I never thought I could use a Chia Head on a blog post (note, there is no indication that these heads are dangerous – just ugly)
As of June 2, 17 people from 10 U.S. states been sickened with Salmonella infections linked to the recalled chia seed powder, according to the U.S. Centers for Disease Control and Prevention (CDC). CDC notes that 12 of those 17 were infected with a strain of S. Newport and five with a strain of S. Hartford, two of the 17 have been hospitalized, and no deaths have been reported. The outbreak strain of S. Hartford in five U.S. cases matches the outbreak strain in Canada, CDC added.

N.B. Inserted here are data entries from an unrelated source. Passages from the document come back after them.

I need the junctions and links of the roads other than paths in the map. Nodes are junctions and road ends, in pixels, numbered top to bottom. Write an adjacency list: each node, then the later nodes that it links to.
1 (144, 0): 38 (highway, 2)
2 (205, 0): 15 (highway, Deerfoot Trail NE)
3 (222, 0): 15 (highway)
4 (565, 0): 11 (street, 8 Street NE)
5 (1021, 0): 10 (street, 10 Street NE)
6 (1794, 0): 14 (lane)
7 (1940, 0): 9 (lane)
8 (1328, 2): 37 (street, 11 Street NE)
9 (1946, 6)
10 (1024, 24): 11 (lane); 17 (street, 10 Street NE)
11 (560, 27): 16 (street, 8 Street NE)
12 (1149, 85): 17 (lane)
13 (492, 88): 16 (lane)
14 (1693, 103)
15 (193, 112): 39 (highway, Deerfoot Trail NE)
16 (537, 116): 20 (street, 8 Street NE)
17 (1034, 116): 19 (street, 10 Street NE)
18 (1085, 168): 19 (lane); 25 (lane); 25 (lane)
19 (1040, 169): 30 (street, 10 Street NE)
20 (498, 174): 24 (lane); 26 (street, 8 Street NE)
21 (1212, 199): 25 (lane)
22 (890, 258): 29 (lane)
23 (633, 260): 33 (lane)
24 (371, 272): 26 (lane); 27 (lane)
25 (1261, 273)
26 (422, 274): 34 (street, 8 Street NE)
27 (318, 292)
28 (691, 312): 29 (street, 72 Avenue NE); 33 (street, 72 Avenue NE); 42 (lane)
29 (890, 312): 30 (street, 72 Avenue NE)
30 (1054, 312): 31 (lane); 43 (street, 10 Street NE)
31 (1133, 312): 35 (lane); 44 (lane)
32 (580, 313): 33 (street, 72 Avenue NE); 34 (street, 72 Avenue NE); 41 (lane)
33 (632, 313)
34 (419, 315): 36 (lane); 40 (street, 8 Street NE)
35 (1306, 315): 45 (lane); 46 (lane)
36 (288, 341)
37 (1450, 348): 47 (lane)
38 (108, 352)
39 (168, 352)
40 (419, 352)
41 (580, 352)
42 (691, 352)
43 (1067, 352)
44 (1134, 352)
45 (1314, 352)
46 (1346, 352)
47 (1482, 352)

The Canadian Food Inspection Agency has updated its recall warning issued May 30 regarding sprouted chia seed powder to include additional product information identified during its food safety investigation.
The May 30 warning came after Advantage Health Matters and Back 2 the Garden announced they were recalling various products containing dried sprouted organic chia seed powder from the marketplace due to possible Salmonella contamination.
In Canada, two strains of Salmonella have been identified associated with this outbreak: Salmonella Newport and Salmonella Hartford. In total, 24 cases have been reported in Ontario (15), British Columbia (6), Alberta (1) and Quebec (2).
Food contaminated with Salmonella may not look or smell spoiled but can still make you sick. Young children, pregnant women, the elderly and people with weakened immune systems may contract serious and sometimes deadly infections. Healthy people may experience short-term symptoms such as fever, headache, vomiting, nausea, abdominal cramps and diarrhea. Long-term complications may include severe arthritis.